In a typical case, the int div-by-zero should return MAX_INT or MIN_INT. Down the line, garbage results caused by this div by zero alert the programmer to find the bug and fix it. As you can see, no div by zero exception handlers peppered throughout your code base.

Let's look at the catastrophes caused by integer/floating point exceptions:

Ariane 5 explosion:

A data conversion from 64-bit floating point value to 16-bit signed integer value to be stored in a variable representing horizontal bias caused a processor trap (operand error)[29] because the floating point value was too large to be represented by a 16-bit signed integer.

USS Yorktown

Smart ship USS Yorktown was left dead in the water in 1997 for nearly 3 hours after a divide by zero error.

I think a default divide by zero value would have prevented this.

Comment Re:I want my division by zero errors to be errors (Score 1) 1067

Well in Java, integer div by zero causes an ArithmeticException, whereas div by a floating-point zero results in +/-Infinity but no exception. Why should only integer code generate exceptions and not floating point code? Do floating point errors not matter?

I think this not generating an exception has something to do with the huge range of numbers floating point types have compared to integers. But integers are quite big now, so int32 or int64 (signed integers) should have compile time option to return INT_MAX or INT_MIN instead of generating an exception. Unsigned integers should still generate an exception.

Comment Re:Uber doesn't own the vehicles, correct? (Score 1) 346

If a pizza delivery driver doesn't show up at their job as scheduled or decides they won't deliver a particular pizza, they can expect to lose their job.

That's okay, because Uber has other pizza drivers to deliver the pizzas.

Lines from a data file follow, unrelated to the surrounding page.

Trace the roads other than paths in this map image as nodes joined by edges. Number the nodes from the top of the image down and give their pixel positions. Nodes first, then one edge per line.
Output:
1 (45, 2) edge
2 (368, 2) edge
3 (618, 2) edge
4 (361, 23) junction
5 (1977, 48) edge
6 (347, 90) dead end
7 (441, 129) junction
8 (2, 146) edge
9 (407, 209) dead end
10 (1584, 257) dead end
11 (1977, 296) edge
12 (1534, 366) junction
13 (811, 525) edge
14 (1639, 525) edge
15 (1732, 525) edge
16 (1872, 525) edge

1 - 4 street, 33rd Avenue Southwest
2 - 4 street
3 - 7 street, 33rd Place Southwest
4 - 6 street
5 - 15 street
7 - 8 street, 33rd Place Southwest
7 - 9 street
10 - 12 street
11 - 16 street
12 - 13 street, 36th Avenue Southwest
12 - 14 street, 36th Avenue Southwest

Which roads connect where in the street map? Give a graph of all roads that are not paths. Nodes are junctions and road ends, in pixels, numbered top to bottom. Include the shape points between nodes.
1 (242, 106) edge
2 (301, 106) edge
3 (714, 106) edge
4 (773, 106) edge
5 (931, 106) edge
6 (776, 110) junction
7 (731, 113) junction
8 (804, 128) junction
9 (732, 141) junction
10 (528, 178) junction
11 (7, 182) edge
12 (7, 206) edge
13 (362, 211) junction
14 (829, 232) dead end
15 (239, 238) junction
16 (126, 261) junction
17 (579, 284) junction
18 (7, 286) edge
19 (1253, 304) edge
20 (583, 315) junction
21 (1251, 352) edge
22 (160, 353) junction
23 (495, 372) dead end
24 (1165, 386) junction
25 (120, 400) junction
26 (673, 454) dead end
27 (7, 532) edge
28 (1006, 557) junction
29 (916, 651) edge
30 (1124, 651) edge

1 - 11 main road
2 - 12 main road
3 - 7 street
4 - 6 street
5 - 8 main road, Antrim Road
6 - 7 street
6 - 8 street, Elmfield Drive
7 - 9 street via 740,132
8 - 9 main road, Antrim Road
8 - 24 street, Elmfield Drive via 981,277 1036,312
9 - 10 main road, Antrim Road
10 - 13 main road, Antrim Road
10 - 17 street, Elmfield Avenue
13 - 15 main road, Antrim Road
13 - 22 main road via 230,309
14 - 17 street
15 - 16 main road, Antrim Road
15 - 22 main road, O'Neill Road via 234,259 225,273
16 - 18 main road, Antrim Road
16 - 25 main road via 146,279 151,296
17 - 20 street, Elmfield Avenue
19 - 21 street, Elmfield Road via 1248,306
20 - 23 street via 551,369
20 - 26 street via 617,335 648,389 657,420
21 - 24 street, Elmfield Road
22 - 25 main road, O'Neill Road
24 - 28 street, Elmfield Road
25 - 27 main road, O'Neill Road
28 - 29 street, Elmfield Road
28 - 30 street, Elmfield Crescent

Uber owns these drivers because, like employees, they have to bow down and follow Uber's rules:

But the commission said Uber controls the tools driver use, monitors their approval ratings and terminates their access to the system if their ratings fall below 4.6 stars.

Monitoring and firing people based on their performance sounds like a boss/employees type of relationship. That sounds more like dealing with an underling/employee rather than partnering with an independent contractor, the term Uber usually uses to describe its relationship to the taxi drivers.